1. Contexte historique et culturel

Les créoles à base française (nous dirons désormais "les créoles français") sont nés dans diverses zones de la colonisation française au cours des XVIIe et XVIIIe siècle, par évolution accélérée de formes régionales et populaires du français utilisées dans le contexte des contacts de populations au cours de l'esclavage (sociétés d'habitation puis sociétés de plantation), sans doute avec l'influence des langues des locuteurs (langues africaines diverses, malgache, voire un créole déjà constitué… selon les lieux), dans le cadre d'un usage strictement oral du medium de communication - point semble-t-il essentiel et qu'il faut souligner.
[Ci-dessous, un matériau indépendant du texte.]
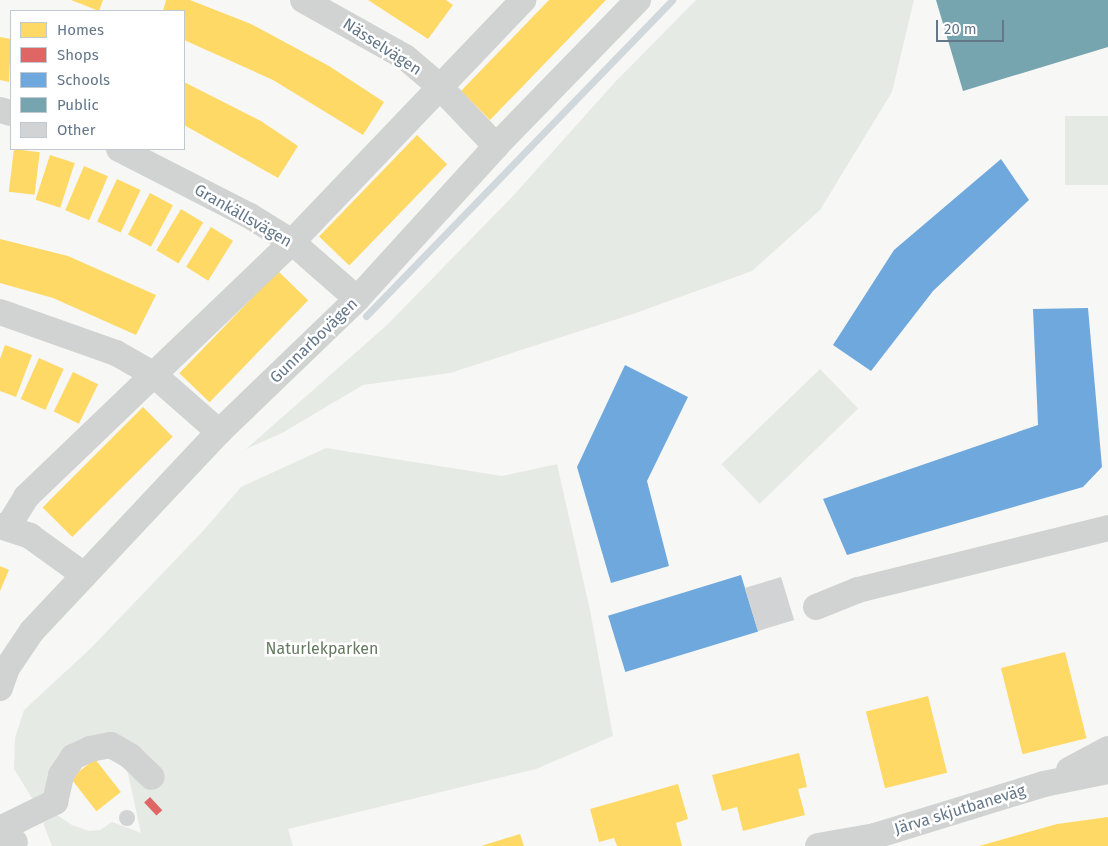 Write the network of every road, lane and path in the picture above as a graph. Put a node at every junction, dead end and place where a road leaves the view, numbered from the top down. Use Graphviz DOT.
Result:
graph roads {
  1 [pos="303,0"];
  2 [pos="522,0"];
  3 [pos="638,0"];
  4 [pos="439,86"];
  5 [pos="496,146"];
  6 [pos="121,150"];
  7 [pos="292,242"];
  8 [pos="357,299"];
  9 [pos="0,312"];
  10 [pos="153,374"];
  11 [pos="219,432"];
  12 [pos="4,527"];
  13 [pos="1108,528"];
  14 [pos="84,575"];
  15 [pos="816,607"];
  16 [pos="0,688"];
  17 [pos="1108,749"];
  18 [pos="1108,771"];
  19 [pos="152,777"];
  20 [pos="1044,784"];
  21 [pos="9,834"];
  22 [pos="818,846"];
  1 -- 4 [label="street, Nässelvägen"];
  2 -- 4 [label="street"];
  3 -- 5 [label="street, Gunnarbovägen"];
  4 -- 5 [label="street, Nässelvägen"];
  4 -- 7 [label="street"];
  5 -- 8 [label="street, Gunnarbovägen"];
  6 -- 7 [label="street, Grankällsvägen"];
  7 -- 8 [label="street, Grankällsvägen"];
  7 -- 10 [label="street"];
  8 -- 11 [label="street, Gunnarbovägen"];
  9 -- 10 [label="street"];
  10 -- 11 [label="street"];
  10 -- 12 [label="street"];
  11 -- 14 [label="street, Gunnarbovägen"];
  12 -- 14 [label="street"];
  13 -- 15 [label="street"];
  14 -- 16 [label="street, Gunnarbovägen"];
  17 -- 20 [label="street, Järva skjutbaneväg"];
  18 -- 20 [label="street, Järva skjutbaneväg"];
  19 -- 21 [label="street"];
  20 -- 22 [label="street, Järva skjutbaneväg"];
} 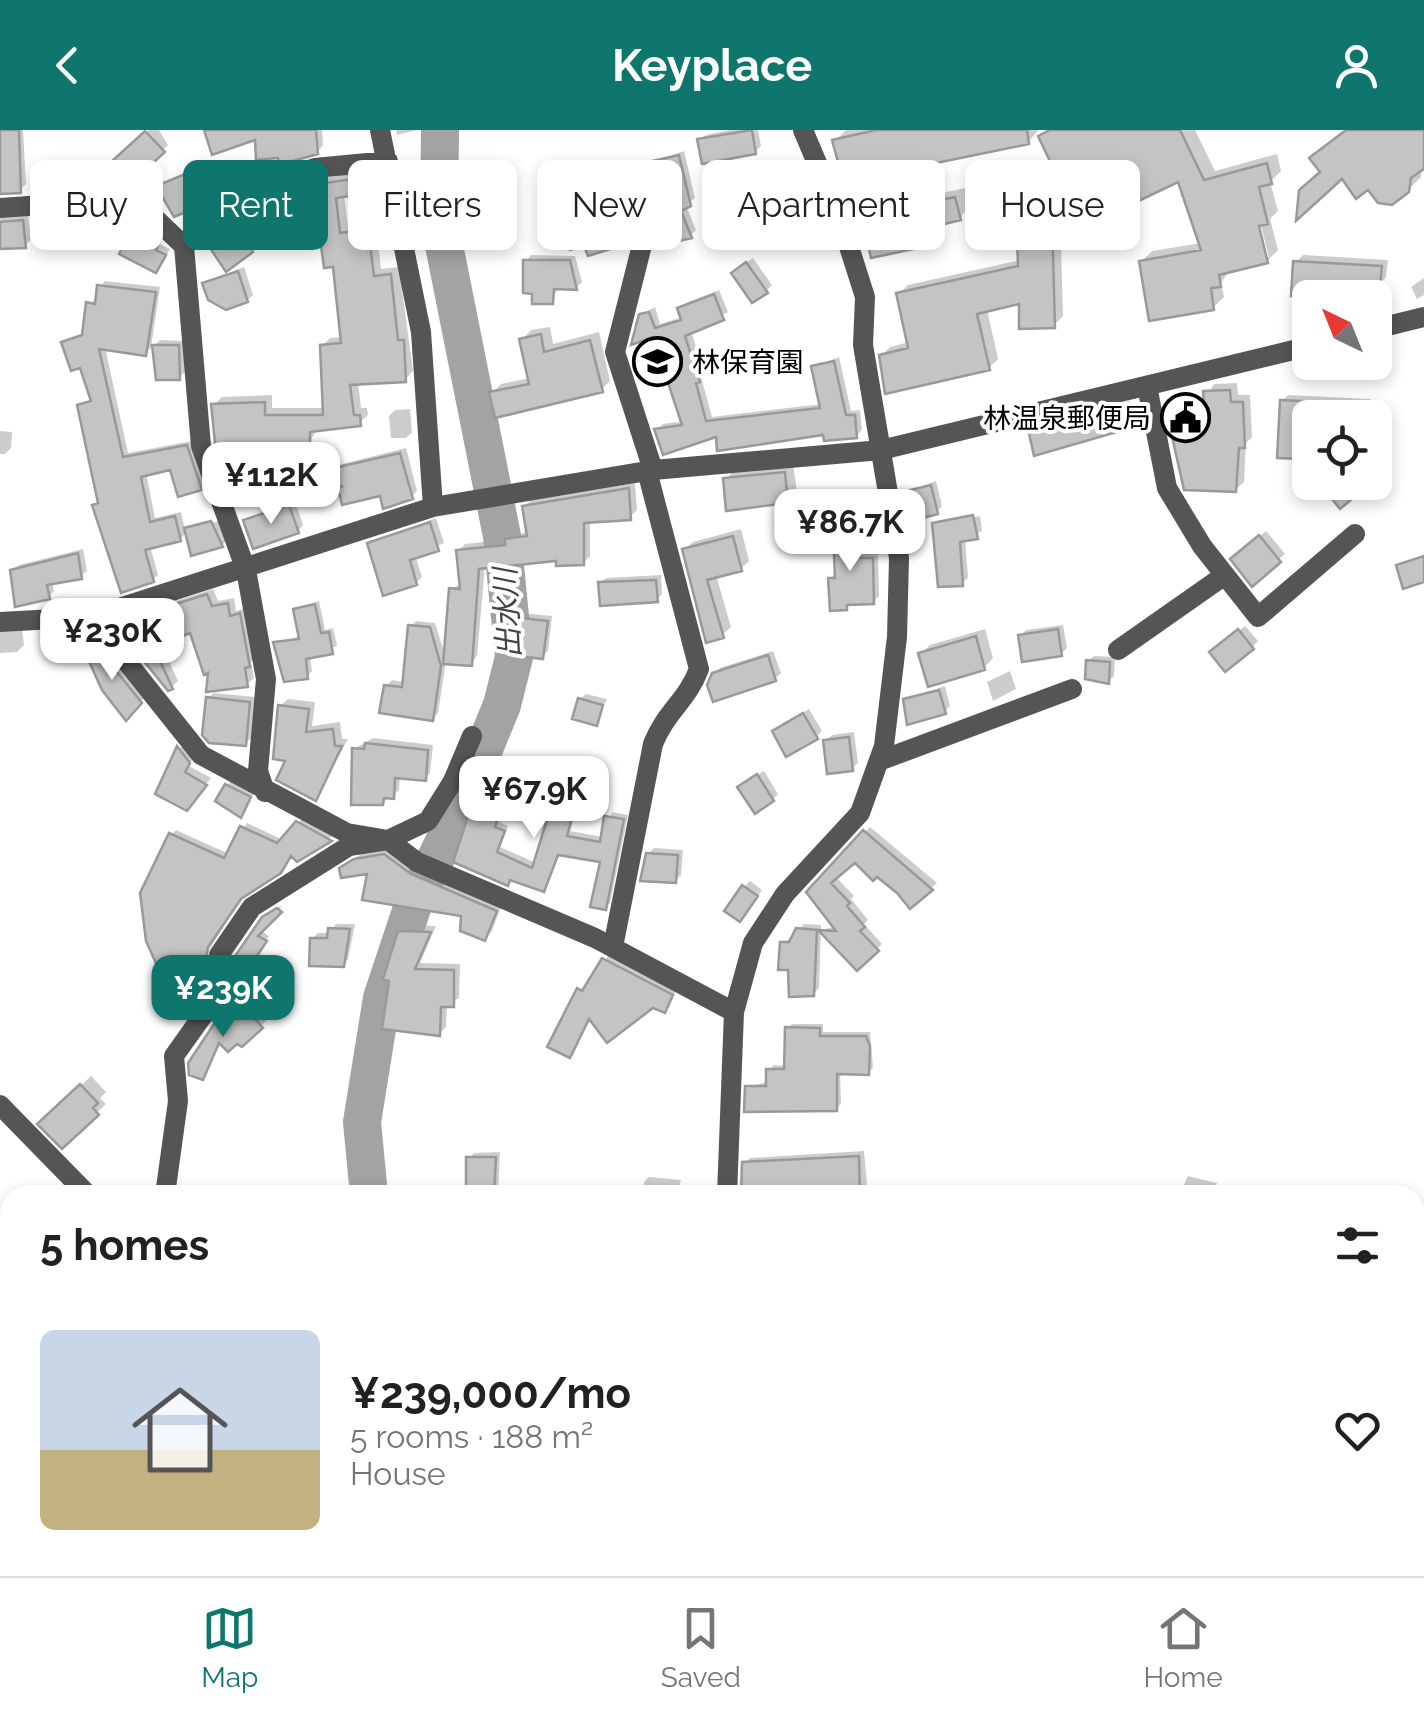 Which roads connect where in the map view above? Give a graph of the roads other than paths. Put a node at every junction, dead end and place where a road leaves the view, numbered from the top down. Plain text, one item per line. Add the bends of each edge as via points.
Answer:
1 (380, 130) edge
2 (802, 130) edge
3 (388, 160) edge
4 (0, 208) edge
5 (183, 245) edge
6 (184, 250) edge
7 (405, 250) edge
8 (641, 250) dead end
9 (1424, 317) edge
10 (1392, 325) edge
11 (1292, 350) edge
12 (1147, 386) junction
13 (881, 450) junction
14 (650, 470) junction
15 (433, 507) junction
16 (1355, 534) dead end
17 (246, 570) junction
18 (1225, 575) junction
19 (91, 617) junction
20 (0, 622) edge
21 (1118, 650) dead end
22 (1072, 689) dead end
23 (472, 736) dead end
24 (878, 760) junction
25 (265, 792) junction
26 (388, 840) junction
27 (613, 947) junction
28 (734, 1012) junction
29 (0, 1105) edge
30 (78, 1185) edge
31 (166, 1185) edge
32 (727, 1185) edge

1 - 3 street
2 - 13 street via 865,297 863,345
4 - 5 street via 140,205
6 - 17 street via 201,446
7 - 15 street via 421,332
8 - 14 street via 615,352
9 - 10 street
11 - 12 street
12 - 13 street
12 - 18 street via 1167,488
13 - 14 street
13 - 24 street via 900,558 898,637
14 - 15 street
14 - 27 street via 698,669 691,691 664,716 653,744
15 - 17 street
16 - 18 street via 1258,617
17 - 19 street
17 - 25 street via 266,680 258,772
18 - 21 street
19 - 20 street
19 - 25 street via 201,755
22 - 24 street
23 - 26 street via 428,821
24 - 28 street via 860,813 785,894 753,942
25 - 26 street via 347,833
26 - 27 street via 432,868
26 - 31 street via 349,846 252,907 219,956 221,990 174,1056 178,1101
27 - 28 street
28 - 32 street
29 - 30 street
Les langues créoles sont de fait multiples et se sont développées dans diverses zones géographiques n'ayant que peu de contacts mutuels. Deux grandes zones méritent d'être évoquées :

Les autres variétés linguistiques décrites (créole parlé dans la région de Tamatave à Madagascar, créole parlé en Nouvelle-Calédonie - tayo -, etc.) semblent être des variétés développées tardivement par des populations immigrées au départ de régions où existaient clairement un créole : ces variétés restent proches des variétés d'origine, n'ayant en quelques décennies guère eu le temps de diverger.

Les contrastes entre les deux zones principales sont importants, mais il faut souligner qu'à l'intérieur d'une même zone l'intercompréhension est elle-même limitée dès que les locuteurs ne sont pas par ailleurs francophones (ou anglophones) : ainsi un paysan guadeloupéen presque unilingue comprendra très difficilement un paysan haïtien unilingue comme nous pourrons l'expliquer en prenant en considération les systèmes linguistiques.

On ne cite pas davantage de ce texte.